The goal of this study is to develop a robust semi-weakly supervised learning strategy for vessel segmentation in laser speckle contrast imaging (LSCI), addressing the challenges associated with the low signal-to-noise ratio, small vessel size, and irregular vascular aberration in diseased regions, while improving the performance and robustness of the segmentation method.For the training dataset, the healthy vascular images denoted as normal-vessel samples were manually labeled, while the diseased LSCI images involving tumor or embolism were denoted as abnormal-vessel samples and annotated as pseudo labels by the traditional semantic segmentation methods. In the training phase, the pseudo labels were constantly updated to improve the segmentation accuracy based on DeepLabv3+. Objective evaluation was conducted on the normal-vessel test set, while subjective evaluation was performed on the abnormal-vessel test set.The proposed method achieved an IOU of 0.8671, a Dice of 0.9288, and a mean relative percentage difference (mRPD) with supervised learning of 0.5% in the objective evaluation. In the subjective evaluation, our method significantly outperformed other methods in main vessel segmentation, tiny vessel segmentation, and blood vessel connection. Additionally, our method exhibited robustness when abnormal-vessel style noise was added to normal-vessel samples using a style translation network.The proposed semi-weakly supervised learning strategy demonstrates high efficiency and excellent robustness for vascular segmentation in LSCI, providing a potential tool for assessing the morphological and structural features of vessels in clinical applications.

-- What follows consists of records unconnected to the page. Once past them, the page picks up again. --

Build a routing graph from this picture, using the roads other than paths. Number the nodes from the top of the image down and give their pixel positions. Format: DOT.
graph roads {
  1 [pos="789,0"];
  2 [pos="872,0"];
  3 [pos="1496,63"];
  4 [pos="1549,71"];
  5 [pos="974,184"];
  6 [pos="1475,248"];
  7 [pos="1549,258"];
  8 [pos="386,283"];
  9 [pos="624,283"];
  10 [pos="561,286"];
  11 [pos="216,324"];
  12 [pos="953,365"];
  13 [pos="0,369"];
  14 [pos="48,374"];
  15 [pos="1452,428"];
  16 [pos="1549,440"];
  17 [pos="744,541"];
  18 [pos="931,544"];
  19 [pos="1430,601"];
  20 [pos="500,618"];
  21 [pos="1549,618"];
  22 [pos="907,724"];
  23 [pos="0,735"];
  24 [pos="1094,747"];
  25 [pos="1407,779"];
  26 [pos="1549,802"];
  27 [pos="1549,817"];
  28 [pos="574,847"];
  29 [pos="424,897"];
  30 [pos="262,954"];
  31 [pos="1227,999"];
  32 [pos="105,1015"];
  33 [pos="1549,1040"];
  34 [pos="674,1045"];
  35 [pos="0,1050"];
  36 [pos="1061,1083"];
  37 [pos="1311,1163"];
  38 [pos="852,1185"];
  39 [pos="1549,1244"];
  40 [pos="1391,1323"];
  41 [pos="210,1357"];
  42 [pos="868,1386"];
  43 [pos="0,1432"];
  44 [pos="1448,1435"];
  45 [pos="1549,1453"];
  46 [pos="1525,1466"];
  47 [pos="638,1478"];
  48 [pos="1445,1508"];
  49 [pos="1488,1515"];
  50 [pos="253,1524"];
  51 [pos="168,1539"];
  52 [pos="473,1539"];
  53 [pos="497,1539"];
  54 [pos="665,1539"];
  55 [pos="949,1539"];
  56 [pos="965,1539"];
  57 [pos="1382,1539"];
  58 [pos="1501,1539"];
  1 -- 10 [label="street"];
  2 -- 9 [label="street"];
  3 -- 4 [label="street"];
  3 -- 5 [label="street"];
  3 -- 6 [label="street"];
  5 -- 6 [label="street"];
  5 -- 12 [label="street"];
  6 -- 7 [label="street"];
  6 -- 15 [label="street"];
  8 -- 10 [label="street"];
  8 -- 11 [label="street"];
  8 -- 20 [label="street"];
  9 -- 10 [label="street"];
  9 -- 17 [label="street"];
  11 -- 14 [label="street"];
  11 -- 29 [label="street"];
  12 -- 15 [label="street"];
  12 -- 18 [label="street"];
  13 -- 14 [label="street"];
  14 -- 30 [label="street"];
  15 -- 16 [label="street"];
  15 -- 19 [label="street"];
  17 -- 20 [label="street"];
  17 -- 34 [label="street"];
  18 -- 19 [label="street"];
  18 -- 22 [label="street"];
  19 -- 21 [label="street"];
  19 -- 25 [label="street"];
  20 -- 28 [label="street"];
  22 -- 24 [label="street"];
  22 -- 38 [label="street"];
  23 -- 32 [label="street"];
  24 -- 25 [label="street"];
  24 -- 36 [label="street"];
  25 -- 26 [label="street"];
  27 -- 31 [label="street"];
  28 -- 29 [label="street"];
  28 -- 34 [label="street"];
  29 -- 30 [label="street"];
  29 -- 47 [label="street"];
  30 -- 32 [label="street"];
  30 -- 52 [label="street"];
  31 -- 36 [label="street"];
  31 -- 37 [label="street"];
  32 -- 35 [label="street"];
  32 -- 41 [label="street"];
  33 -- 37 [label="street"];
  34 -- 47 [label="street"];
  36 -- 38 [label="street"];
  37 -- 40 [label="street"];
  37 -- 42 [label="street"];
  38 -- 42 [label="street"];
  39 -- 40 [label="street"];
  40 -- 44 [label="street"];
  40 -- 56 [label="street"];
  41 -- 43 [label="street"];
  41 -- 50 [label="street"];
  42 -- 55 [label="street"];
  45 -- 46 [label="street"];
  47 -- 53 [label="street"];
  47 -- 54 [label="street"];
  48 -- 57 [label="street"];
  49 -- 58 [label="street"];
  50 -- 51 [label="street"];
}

本研究的目标是为激光散斑对比成像(LSCI)中的血管分割开发一种强大的半弱监督学习策略,解决与患病区域中低信噪比、小血管尺寸和不规则血管畸变相关的挑战,同时提高分割方法的性能和鲁棒性。对于训练数据集,将表示健康血管图像的正常血管样本进行手动标注,而将涉及肿瘤或栓塞的患病LSCI图像表示为异常血管样本,并通过传统语义分割方法标注为伪标签。在训练阶段,基于DeepLabv3+不断更新伪标签以提高分割精度。对正常血管测试集进行客观评估,对异常血管测试集进行主观评估。在客观评估中,所提出的方法实现了0.8671的交并比(IOU)、0.9288的Dice系数以及与监督学习相比0.5%的平均相对百分比差异(mRPD)。在主观评估中,我们的方法在主血管分割、微小血管分割和血管连接方面明显优于其他方法。此外,当使用风格转换网络向正常血管样本添加异常血管风格噪声时,我们的方法表现出鲁棒性。所提出的半弱监督学习策略在LSCI血管分割中显示出高效率和出色的鲁棒性,为临床应用中评估血管的形态和结构特征提供了一种潜在工具。